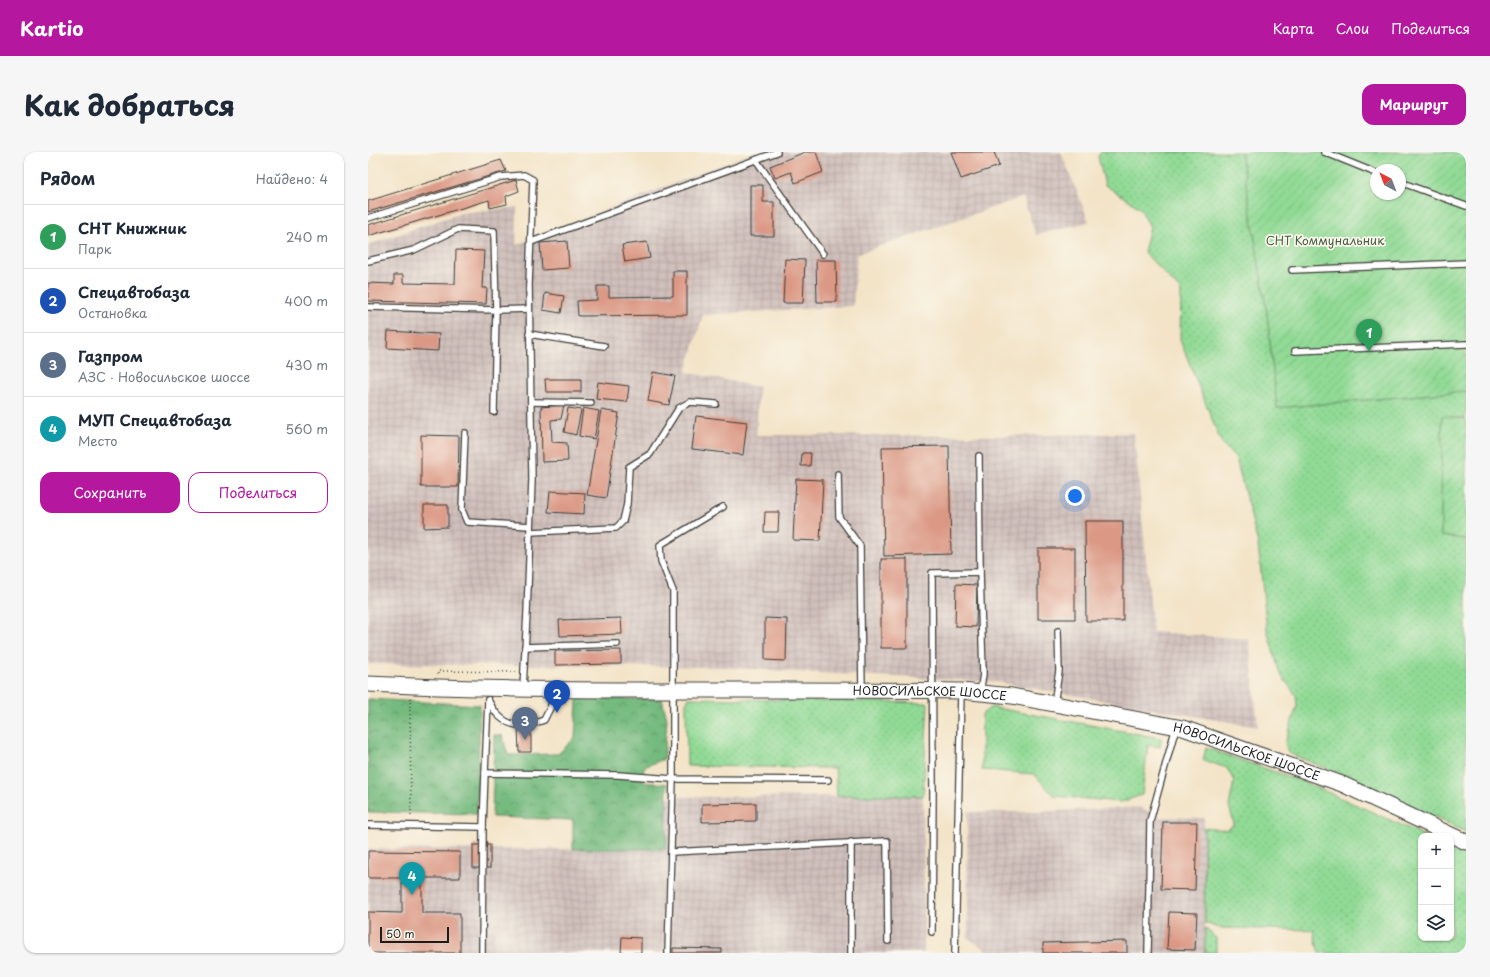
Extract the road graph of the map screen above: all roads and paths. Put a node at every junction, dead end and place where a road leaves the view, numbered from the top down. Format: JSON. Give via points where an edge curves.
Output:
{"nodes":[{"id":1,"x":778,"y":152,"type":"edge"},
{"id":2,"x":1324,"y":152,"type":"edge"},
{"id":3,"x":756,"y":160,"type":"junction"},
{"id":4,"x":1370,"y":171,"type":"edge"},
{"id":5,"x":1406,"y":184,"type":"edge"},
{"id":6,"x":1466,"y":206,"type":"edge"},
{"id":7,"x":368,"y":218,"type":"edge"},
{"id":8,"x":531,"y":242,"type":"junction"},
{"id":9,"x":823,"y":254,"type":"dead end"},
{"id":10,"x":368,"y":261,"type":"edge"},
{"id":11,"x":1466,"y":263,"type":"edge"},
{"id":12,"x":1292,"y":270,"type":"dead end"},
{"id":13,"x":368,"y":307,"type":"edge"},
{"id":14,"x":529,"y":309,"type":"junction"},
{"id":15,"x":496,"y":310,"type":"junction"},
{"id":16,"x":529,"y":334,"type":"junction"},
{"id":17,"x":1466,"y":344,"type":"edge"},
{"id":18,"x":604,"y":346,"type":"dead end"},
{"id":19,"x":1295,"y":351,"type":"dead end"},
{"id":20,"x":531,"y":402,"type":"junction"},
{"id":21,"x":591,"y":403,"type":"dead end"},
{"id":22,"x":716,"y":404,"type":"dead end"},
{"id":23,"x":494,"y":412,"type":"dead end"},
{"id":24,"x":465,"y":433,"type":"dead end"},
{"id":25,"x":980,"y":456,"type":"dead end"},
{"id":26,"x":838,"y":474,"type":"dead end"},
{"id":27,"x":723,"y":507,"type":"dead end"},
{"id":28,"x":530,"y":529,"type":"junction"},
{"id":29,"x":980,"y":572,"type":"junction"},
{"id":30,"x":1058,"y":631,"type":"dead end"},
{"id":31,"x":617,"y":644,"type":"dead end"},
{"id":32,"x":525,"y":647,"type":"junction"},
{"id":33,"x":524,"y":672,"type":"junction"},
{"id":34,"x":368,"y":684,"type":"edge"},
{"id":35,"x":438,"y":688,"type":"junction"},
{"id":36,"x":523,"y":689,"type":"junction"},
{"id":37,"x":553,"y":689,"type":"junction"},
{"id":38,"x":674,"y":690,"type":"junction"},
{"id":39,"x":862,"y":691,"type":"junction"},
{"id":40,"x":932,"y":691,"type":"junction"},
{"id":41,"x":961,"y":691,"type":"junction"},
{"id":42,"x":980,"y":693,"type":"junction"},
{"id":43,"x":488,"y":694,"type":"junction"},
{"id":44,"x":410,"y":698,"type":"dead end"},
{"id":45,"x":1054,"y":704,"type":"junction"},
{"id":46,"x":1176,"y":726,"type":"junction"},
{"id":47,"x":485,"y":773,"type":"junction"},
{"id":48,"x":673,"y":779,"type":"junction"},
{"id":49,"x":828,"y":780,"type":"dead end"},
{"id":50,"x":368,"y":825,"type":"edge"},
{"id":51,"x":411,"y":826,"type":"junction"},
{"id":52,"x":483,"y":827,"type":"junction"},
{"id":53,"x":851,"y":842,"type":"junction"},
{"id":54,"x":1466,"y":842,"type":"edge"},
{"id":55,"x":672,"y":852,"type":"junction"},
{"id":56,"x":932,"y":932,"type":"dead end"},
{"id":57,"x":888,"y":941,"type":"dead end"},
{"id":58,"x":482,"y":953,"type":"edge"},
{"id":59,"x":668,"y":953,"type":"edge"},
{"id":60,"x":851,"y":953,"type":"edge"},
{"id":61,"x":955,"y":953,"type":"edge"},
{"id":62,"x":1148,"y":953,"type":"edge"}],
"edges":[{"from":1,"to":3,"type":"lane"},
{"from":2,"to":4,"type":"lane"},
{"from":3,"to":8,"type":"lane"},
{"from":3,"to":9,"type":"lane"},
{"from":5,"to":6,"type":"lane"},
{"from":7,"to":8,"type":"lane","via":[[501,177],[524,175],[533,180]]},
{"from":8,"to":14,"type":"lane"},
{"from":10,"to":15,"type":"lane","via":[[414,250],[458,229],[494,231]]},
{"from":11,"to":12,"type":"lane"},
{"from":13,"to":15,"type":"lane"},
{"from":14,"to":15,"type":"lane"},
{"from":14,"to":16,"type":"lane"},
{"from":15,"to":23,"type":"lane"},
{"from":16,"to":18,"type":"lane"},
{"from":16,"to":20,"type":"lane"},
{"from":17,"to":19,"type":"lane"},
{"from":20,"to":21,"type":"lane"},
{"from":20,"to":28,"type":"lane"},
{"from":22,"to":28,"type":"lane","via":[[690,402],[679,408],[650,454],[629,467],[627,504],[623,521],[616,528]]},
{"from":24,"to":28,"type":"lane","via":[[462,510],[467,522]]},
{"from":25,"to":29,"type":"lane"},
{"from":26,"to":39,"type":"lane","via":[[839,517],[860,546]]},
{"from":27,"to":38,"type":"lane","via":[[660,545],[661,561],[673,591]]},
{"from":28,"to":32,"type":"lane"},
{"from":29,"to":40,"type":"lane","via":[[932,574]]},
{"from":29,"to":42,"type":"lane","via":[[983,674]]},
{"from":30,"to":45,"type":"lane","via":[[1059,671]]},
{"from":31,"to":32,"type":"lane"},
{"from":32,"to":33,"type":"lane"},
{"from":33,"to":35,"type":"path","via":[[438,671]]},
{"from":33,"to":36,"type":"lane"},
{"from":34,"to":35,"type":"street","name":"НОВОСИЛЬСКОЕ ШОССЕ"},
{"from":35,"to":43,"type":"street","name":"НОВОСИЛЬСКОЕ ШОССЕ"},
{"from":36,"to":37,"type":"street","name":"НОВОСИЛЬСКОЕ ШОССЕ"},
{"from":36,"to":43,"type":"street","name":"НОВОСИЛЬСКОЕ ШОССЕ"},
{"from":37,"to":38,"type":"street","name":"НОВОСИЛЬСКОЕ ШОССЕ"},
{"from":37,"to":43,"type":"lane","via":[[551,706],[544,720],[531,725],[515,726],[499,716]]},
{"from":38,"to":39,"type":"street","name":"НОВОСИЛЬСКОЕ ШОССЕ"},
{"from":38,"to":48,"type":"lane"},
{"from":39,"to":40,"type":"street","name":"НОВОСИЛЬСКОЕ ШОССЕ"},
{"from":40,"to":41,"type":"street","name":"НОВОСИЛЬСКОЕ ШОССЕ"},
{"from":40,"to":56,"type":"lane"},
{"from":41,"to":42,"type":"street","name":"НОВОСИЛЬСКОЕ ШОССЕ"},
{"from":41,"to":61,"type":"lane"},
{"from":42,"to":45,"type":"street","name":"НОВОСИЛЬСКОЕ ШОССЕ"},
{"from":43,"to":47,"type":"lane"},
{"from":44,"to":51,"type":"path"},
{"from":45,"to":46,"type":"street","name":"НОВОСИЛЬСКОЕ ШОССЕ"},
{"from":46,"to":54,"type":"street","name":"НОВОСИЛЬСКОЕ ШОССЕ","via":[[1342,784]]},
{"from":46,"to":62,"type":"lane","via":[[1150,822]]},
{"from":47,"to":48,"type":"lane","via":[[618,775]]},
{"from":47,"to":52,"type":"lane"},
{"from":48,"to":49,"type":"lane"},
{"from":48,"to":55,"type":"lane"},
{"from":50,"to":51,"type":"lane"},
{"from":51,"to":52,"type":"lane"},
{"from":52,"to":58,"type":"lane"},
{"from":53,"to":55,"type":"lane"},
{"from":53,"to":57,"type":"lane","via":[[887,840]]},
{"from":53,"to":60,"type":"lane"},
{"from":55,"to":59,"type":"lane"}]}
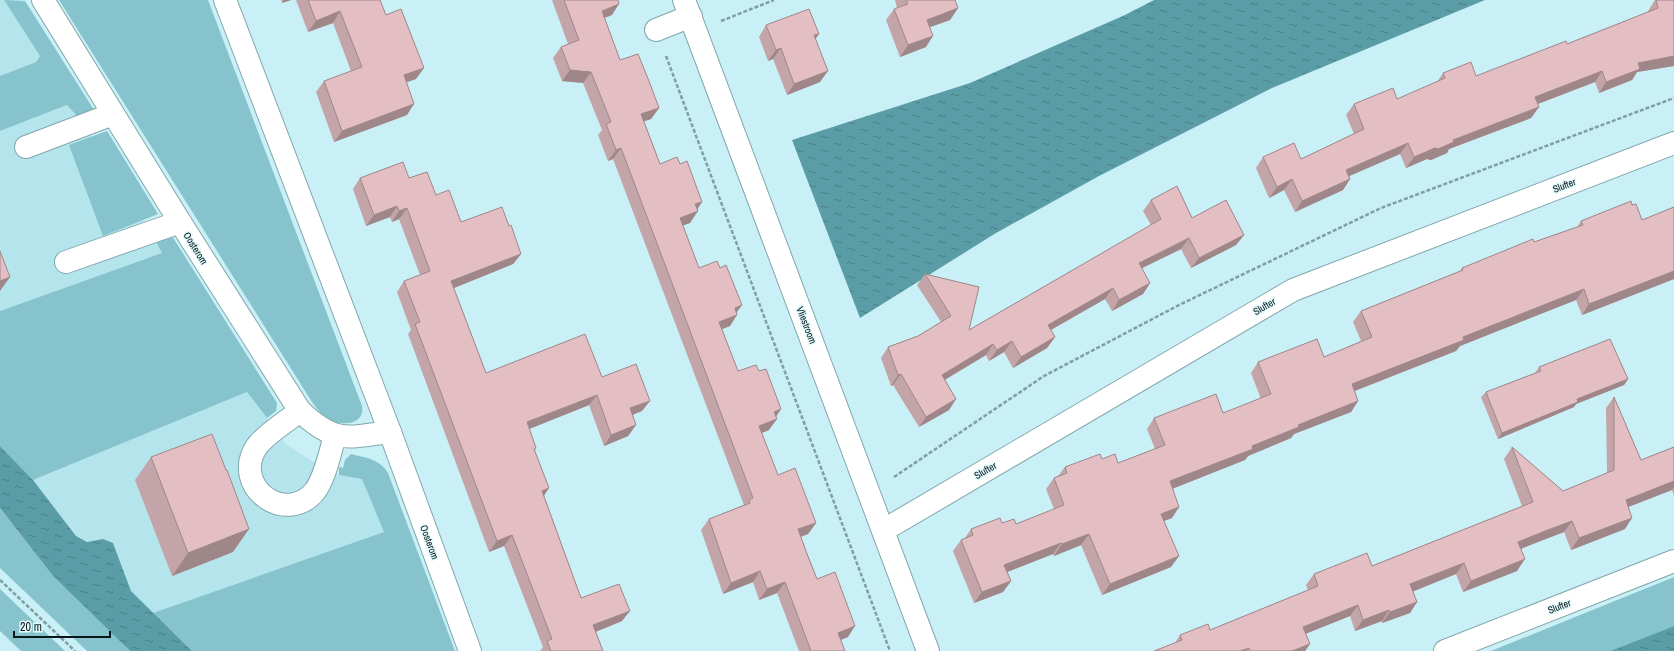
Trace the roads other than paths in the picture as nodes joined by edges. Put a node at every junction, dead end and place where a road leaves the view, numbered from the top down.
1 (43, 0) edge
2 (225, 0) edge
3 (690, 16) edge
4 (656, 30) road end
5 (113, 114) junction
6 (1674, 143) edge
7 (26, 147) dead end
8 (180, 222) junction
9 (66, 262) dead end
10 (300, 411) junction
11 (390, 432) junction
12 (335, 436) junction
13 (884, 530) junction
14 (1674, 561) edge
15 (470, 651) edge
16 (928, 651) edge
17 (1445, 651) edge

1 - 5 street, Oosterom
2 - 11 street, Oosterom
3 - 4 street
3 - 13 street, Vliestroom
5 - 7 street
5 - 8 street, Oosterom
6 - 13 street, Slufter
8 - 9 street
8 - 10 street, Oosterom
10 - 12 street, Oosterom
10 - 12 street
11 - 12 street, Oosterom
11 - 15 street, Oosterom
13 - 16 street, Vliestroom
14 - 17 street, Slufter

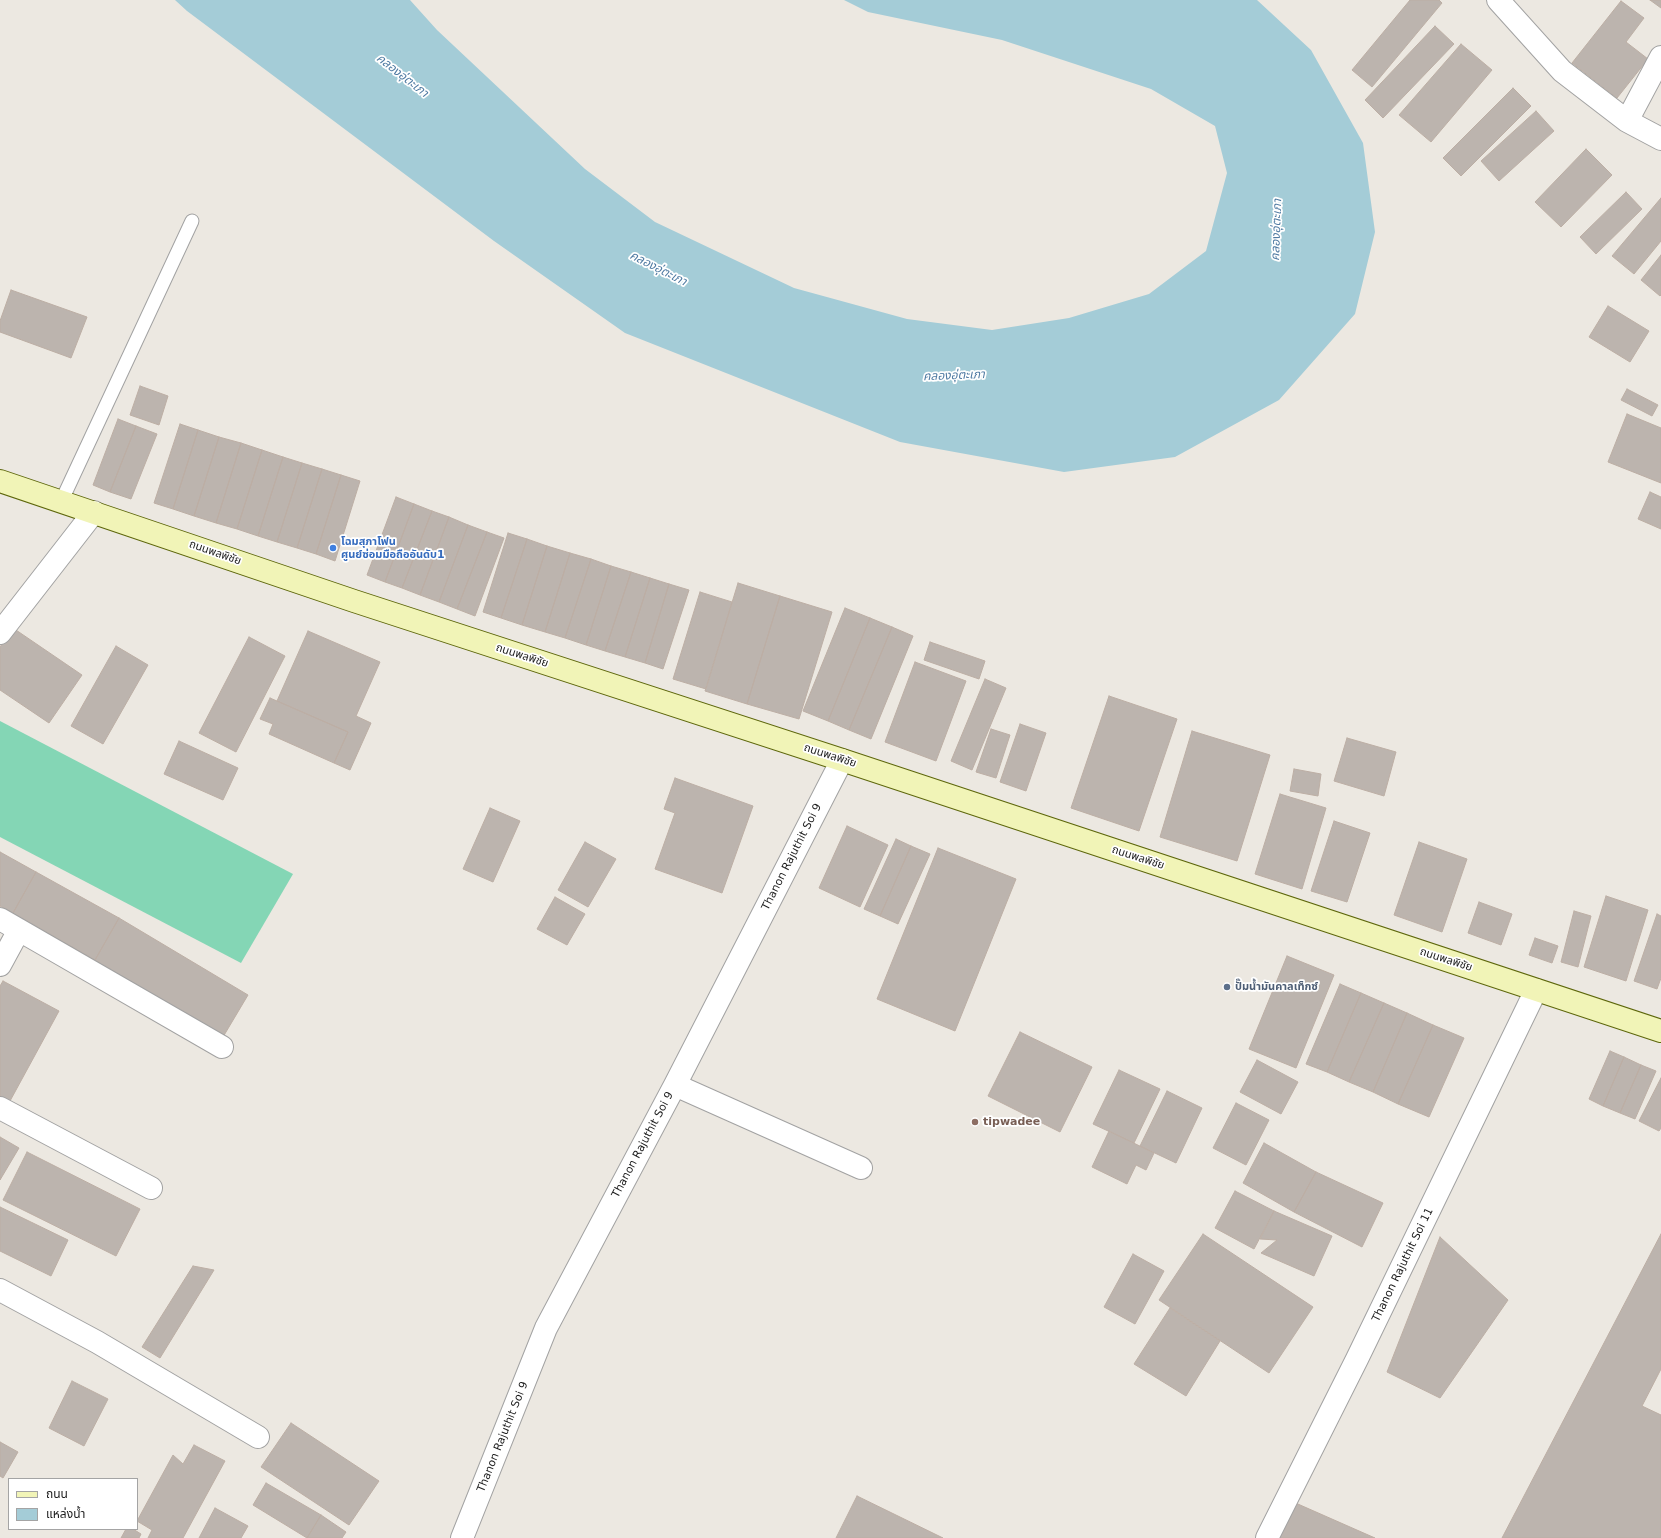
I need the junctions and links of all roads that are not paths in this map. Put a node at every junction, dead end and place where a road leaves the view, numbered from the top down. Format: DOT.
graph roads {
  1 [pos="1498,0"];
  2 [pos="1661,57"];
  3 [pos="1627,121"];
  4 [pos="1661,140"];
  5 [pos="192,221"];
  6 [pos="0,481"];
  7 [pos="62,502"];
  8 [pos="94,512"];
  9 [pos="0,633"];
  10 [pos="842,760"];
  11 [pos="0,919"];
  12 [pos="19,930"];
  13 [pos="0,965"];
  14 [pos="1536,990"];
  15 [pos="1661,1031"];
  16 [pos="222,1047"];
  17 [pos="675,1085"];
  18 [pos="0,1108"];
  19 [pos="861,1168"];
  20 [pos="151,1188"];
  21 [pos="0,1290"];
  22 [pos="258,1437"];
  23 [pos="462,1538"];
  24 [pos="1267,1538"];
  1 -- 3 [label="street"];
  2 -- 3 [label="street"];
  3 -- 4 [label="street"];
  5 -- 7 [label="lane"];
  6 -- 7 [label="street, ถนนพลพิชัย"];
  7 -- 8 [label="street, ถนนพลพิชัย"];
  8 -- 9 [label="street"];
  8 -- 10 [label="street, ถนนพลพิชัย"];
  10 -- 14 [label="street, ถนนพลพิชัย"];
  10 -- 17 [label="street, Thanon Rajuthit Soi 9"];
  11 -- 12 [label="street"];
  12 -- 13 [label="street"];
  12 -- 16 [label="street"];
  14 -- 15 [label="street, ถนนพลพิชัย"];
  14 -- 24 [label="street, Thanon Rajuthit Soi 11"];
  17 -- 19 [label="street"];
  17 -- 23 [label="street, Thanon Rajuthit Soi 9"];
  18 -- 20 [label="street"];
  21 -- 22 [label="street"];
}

────

● **What needs to be done**: Tally, across the records, each line that contains the word "name", and answer with nothing except the count.

● **Solution to this task**: 12